FEDERAL REPUBLIC OF GERMANY
Official name: Bundesrepublik Deutschland (Federal Republic of Germany)
• Location: Central Europe
• International organisations: Council of Europe, European Union, Group of Eight, Group of Twenty, North Atlantic Treaty Organisation,
Organisation for Economic Co-operation and Development, Organisation for Security and Co-operation in Europe,
United Nations, Western European Union, World Trade Organisation
• Borders: Austria, Belgium, Czech Republic, Denmark, France, Luxembourg, Netherlands, Poland, Switzerland
• Coastline: Baltic Sea, North Sea
• Land area: 357,021 Km2
• Population: 82,100,000
• Annual GDP (PPP) per capita: US$34,100 (2009 CIA estimate). World ranking: 26
• Ethnicity: German 91.5%, Turkish 2.4%, other (various immigrant populations) 6.1%
• Languages: German is the official language and is almost univerally understood.
• Religion: Nominal Christian 68% (Lutheran Protestant 34%, Roman Catholic 34%), Sunni Moslem 3.7%,
no religion and other 28.3%
• Form of government: Federal parliamentary democratic republic.
Germany is a federation of 16 states, which retain substantial legislative autonomy.
• Capital: Berlin
• Constitution: Germany's postwar constitution, the
Basic Law, came into effect on 23 May 1949.
• Head of state: The President, elected by a Federal Convention
including all members of the national legislature and an equal number
of delegates elected by the state parliaments, for a five-year term.
The President's functions are mainly ceremonial. President
Joachim Gauck
took office on 18 March 2012.
• Head of government: The Federal Chancellor, appointed by the
President. The
Chancellor is usually the leader of the largest party or coalition of
parties in the legislature and is accountable to it.

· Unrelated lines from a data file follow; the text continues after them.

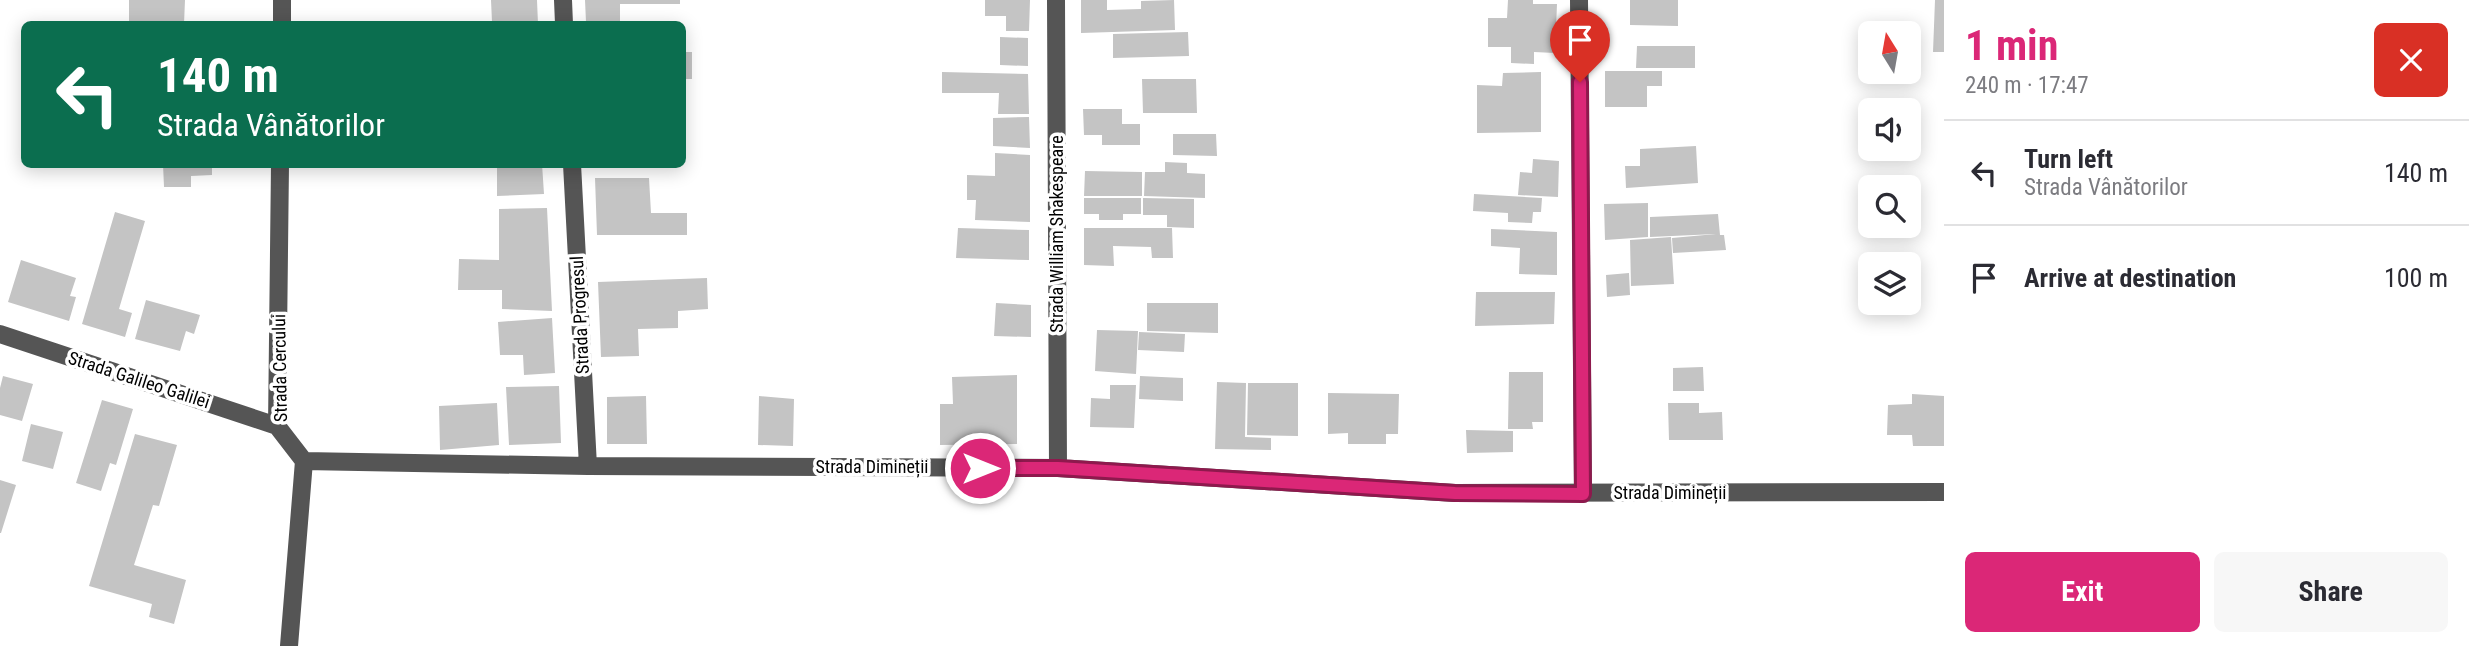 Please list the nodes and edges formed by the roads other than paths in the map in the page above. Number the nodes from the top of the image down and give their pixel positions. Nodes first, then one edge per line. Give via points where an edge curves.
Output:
1 (282, 0) edge
2 (563, 0) edge
3 (1056, 0) edge
4 (1579, 0) edge
5 (282, 21) edge
6 (564, 21) edge
7 (280, 168) edge
8 (572, 168) edge
9 (0, 334) edge
10 (277, 426) junction
11 (304, 461) junction
12 (588, 466) junction
13 (1058, 468) junction
14 (1944, 492) edge
15 (1583, 494) junction
16 (289, 646) edge

1 - 5 street
2 - 6 street
3 - 13 street, Strada William Shakespeare
4 - 15 street
7 - 10 street, Strada Cercului
8 - 12 street, Strada Progresul
9 - 10 street, Strada Galileo Galilei
10 - 11 street, Strada Cercului
11 - 12 street, Strada Dimineții
11 - 16 street
12 - 13 street, Strada Dimineții
13 - 15 street, Strada Dimineții via 1455,493
14 - 15 street, Strada Dimineții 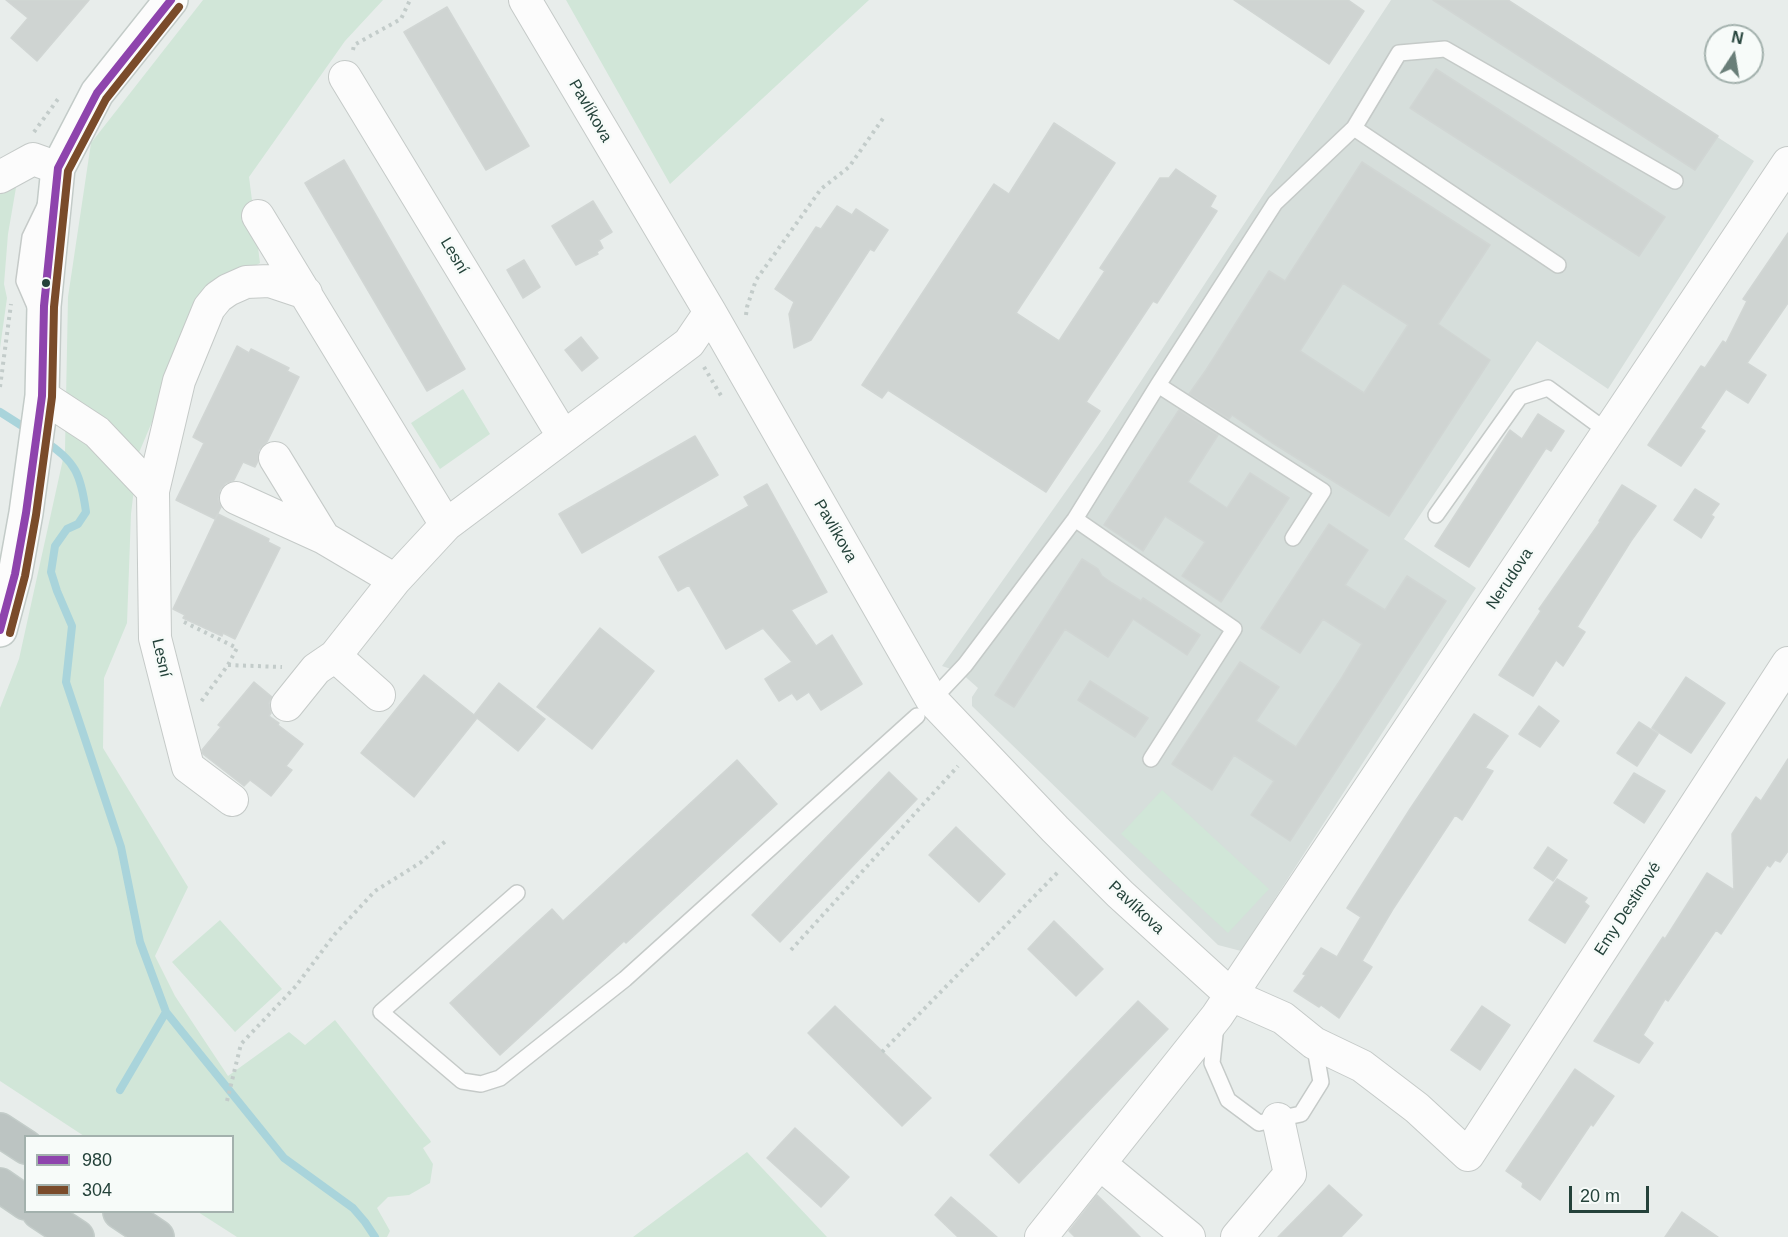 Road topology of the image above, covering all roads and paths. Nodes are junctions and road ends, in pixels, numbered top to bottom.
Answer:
1 (171, 0) edge
2 (410, 0) edge
3 (525, 0) edge
4 (345, 77) joint
5 (884, 117) dead end
6 (1354, 128) junction
7 (1788, 163) edge
8 (58, 175) junction
9 (0, 177) edge
10 (1675, 182) dead end
11 (258, 216) dead end
12 (1558, 266) dead end
13 (306, 293) junction
14 (710, 312) junction
15 (746, 318) dead end
16 (1158, 385) junction
17 (41, 404) junction
18 (1608, 432) junction
19 (563, 436) junction
20 (275, 458) dead end
21 (153, 491) junction
22 (236, 498) dead end
23 (1436, 515) dead end
24 (1075, 519) junction
25 (446, 525) junction
26 (324, 538) junction
27 (1293, 538) dead end
28 (395, 580) junction
29 (154, 608) junction
30 (0, 630) edge
31 (326, 662) junction
32 (1788, 663) edge
33 (228, 664) junction
34 (379, 695) dead end
35 (286, 705) dead end
36 (925, 708) junction
37 (179, 732) junction
38 (1150, 759) dead end
39 (963, 761) dead end
40 (232, 800) dead end
41 (448, 839) dead end
42 (1065, 864) dead end
43 (517, 893) dead end
44 (791, 950) dead end
45 (1224, 1006) junction
46 (1314, 1043) junction
47 (882, 1052) dead end
48 (227, 1101) dead end
49 (1278, 1119) junction
50 (0, 1130) edge
51 (24, 1146) edge
52 (1468, 1155) joint
53 (1100, 1164) junction
54 (0, 1185) edge
55 (24, 1202) edge
56 (41, 1213) edge
57 (121, 1213) edge
58 (77, 1237) edge
59 (157, 1237) edge
60 (1041, 1237) edge
61 (1189, 1237) edge
62 (1237, 1237) edge

1 - 8 street
2 - 4 path
3 - 14 street, Pavlíkova
4 - 19 street, Lesní
5 - 15 path
6 - 10 lane
6 - 12 lane
6 - 16 lane
7 - 18 street, Nerudova
8 - 9 street
8 - 17 street
11 - 13 street
13 - 21 street, Lesní
13 - 25 street
14 - 19 street
14 - 36 street, Pavlíkova
16 - 24 lane
16 - 27 lane
17 - 21 street
17 - 30 street
18 - 23 lane
18 - 45 street, Nerudova
19 - 25 street
20 - 26 street
21 - 29 street, Lesní
22 - 26 street
24 - 36 lane
24 - 38 lane
25 - 28 street
26 - 28 street
28 - 31 street
29 - 33 path
29 - 37 street, Lesní
31 - 33 path
31 - 34 street
31 - 35 street
32 - 52 street, Emy Destinové
33 - 37 path
36 - 43 lane
36 - 45 street, Pavlíkova
37 - 40 street, Lesní
39 - 44 path
41 - 48 path
42 - 47 path
45 - 46 street, Pavlíkova
45 - 49 lane
45 - 53 street
46 - 49 lane
46 - 52 street, Pavlíkova
49 - 62 street
50 - 51 highway
53 - 60 street
53 - 61 street
54 - 55 highway
56 - 58 highway
57 - 59 highway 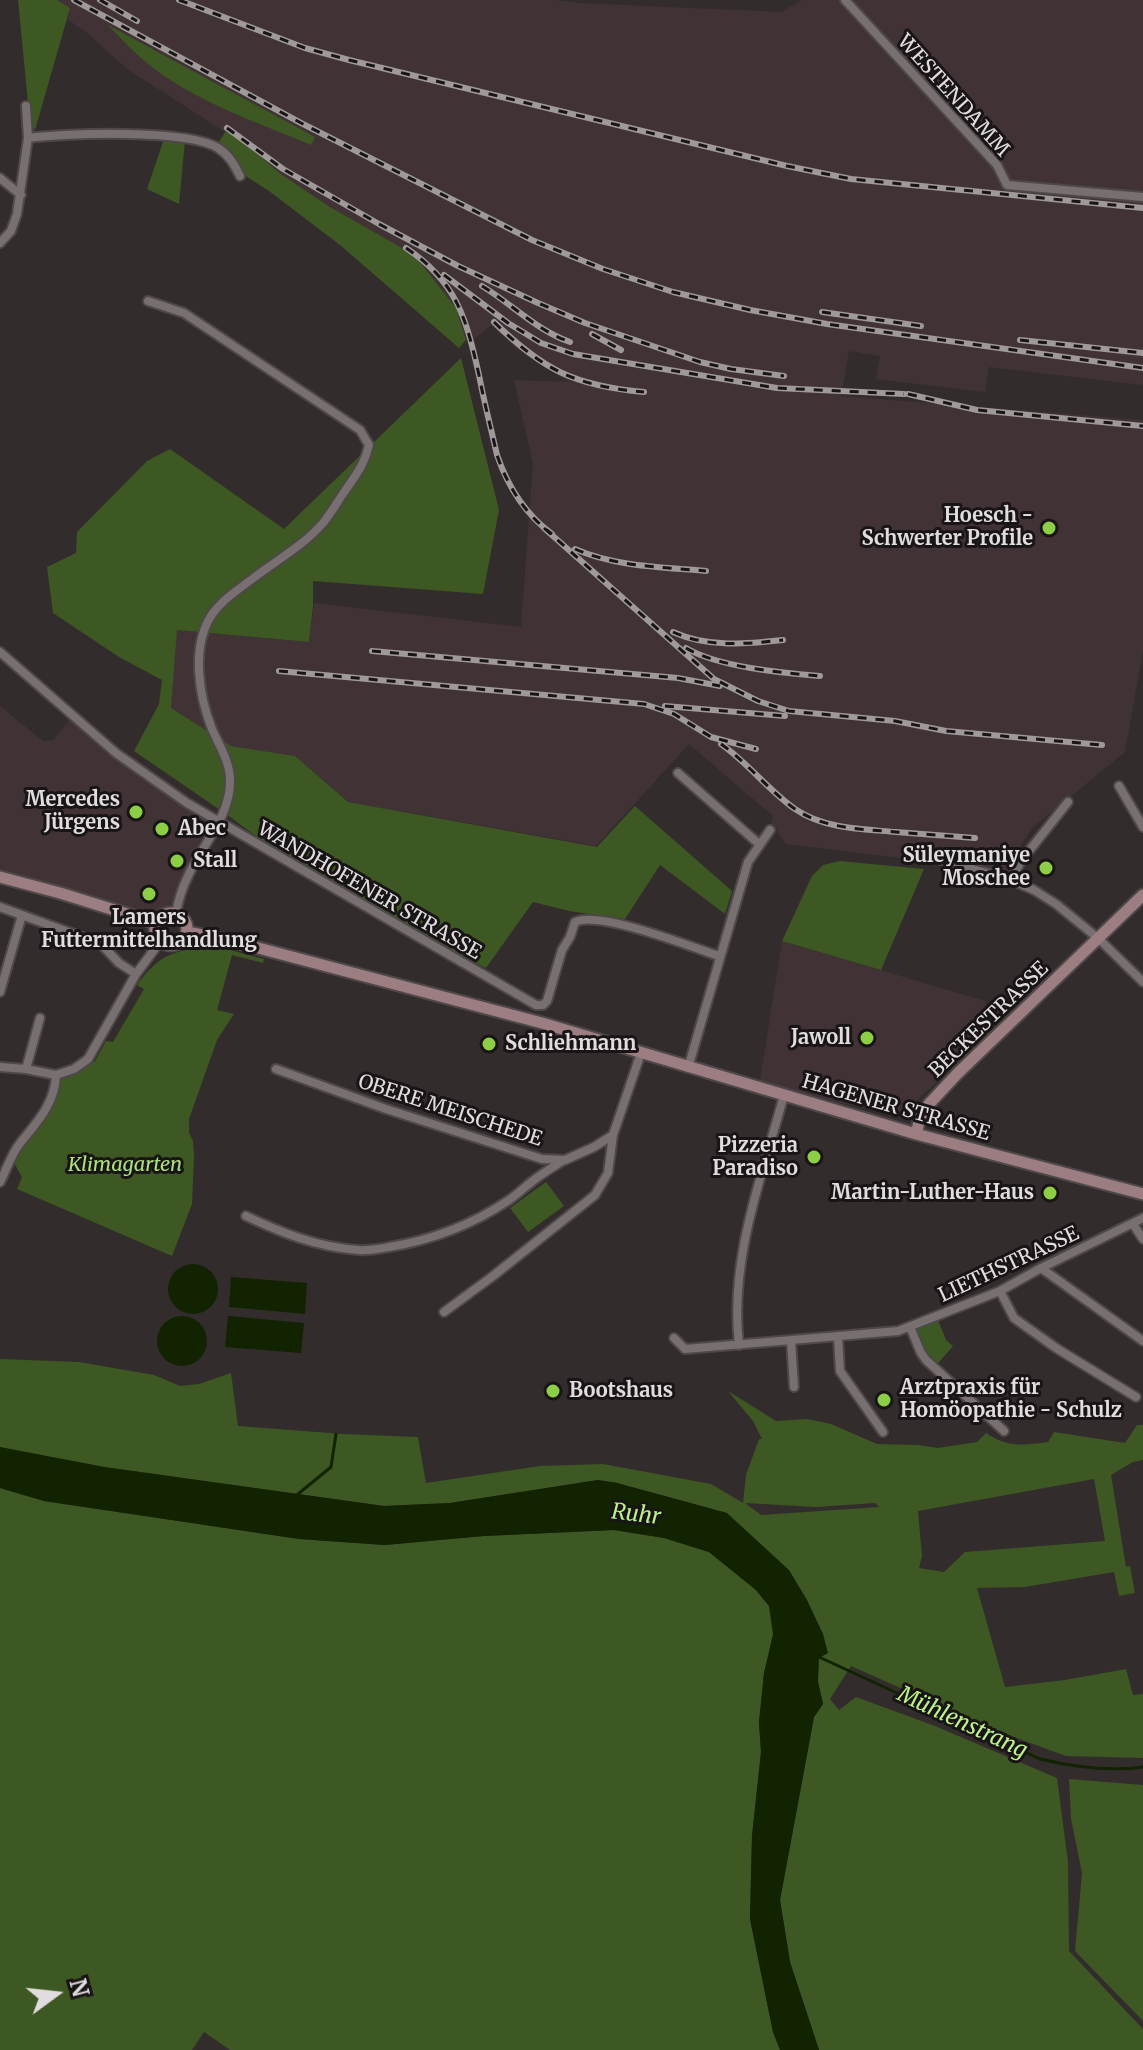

• Legislature: Germany has a bicameral legislature. The
Federal Assembly
(Bundestag) has 603 members. Of these, 299 are elected from
single-member constituencies, and 304 are elected from party lists in
the states by proportional representation. The
Federal Council
(Bundesrat) has 69 members, who represent the governments of the states.
• Electoral authority: The
Federal Election Authority conducts federal and state elections.
• Freedom House 2011 rating: Political Rights 1, Civil Liberties 1
• Transparency International Corruption Index: 79% (15 of 178 countries rated)
• Reporters Without Borders Press Freedom 2010 Index: 94.7% (17 of 178 countries rated)
• Heritage Foundation Economic Freedom 2010 Index: 71.8% (23 of 179 countries rated)
Political history
After centuries of fragmentation, the majority of German-speaking
states (except Austria) were united under the leadership of Prussia in
the German Empire in 1871. The Empire had a national legislature, the
Reichstag, which was elected by universal male suffrage, but did not
have full control of the national government or the armed forces,
which remained accountable to the Emperor.
Following Germany's defeat in the World War I, the monarchy
was overthrown and a democratic republic was established, with the
Reichstag elected by universal franchise and a fully responsible
government. The Socialist leader Friedrich Ebert became President. But the
weakness of the parties committed to democracy, and the strength and mutual
antipathy of the Communist and National Socialist parties (particularly
after 1930) made it increasingly
difficult to form strong majority governments. This situation was
aggravated by the Depression. In January 1933 the Nazi leader Adolf
Hitler became Chancellor, and within months Germany succumbed to
dictatorship.
Germany's total defeat in the World War II resulted in the
abolition of German sovereignty and the country's division into four
zones of occupation. The Soviet Zone eventually became a Communist
state, the German Democratic Republic (DDR),
in 1949. The three western zones became the Federal Republic (BRD) in
the same year. Following the collapse of the Soviet system, the two
German states were re-united in October 1990 and German legal sovereignty was
restored. Postwar Germany has become a stable, prosperous and pacific
democracy. The disappearance of both Nazi and Communist ideological
parties has prevented the kind of instability which weakened the pre-war
German republic.
German politics is dominated by the
Social Democratic Party, a moderate
reformist party, and the two-party conservative alliance of the
Christian-Democratic Union and its
Bavarian ally the Christian Social Union. The SPD
is one of Europe's oldest parties, founded in 1890 by followers of Marx and Engels. It formally abandoned Marxism in 1957. The CDU-CSU was founded after the war to replace the old parties of the right,
which were discredited by their collaboration with Hitler.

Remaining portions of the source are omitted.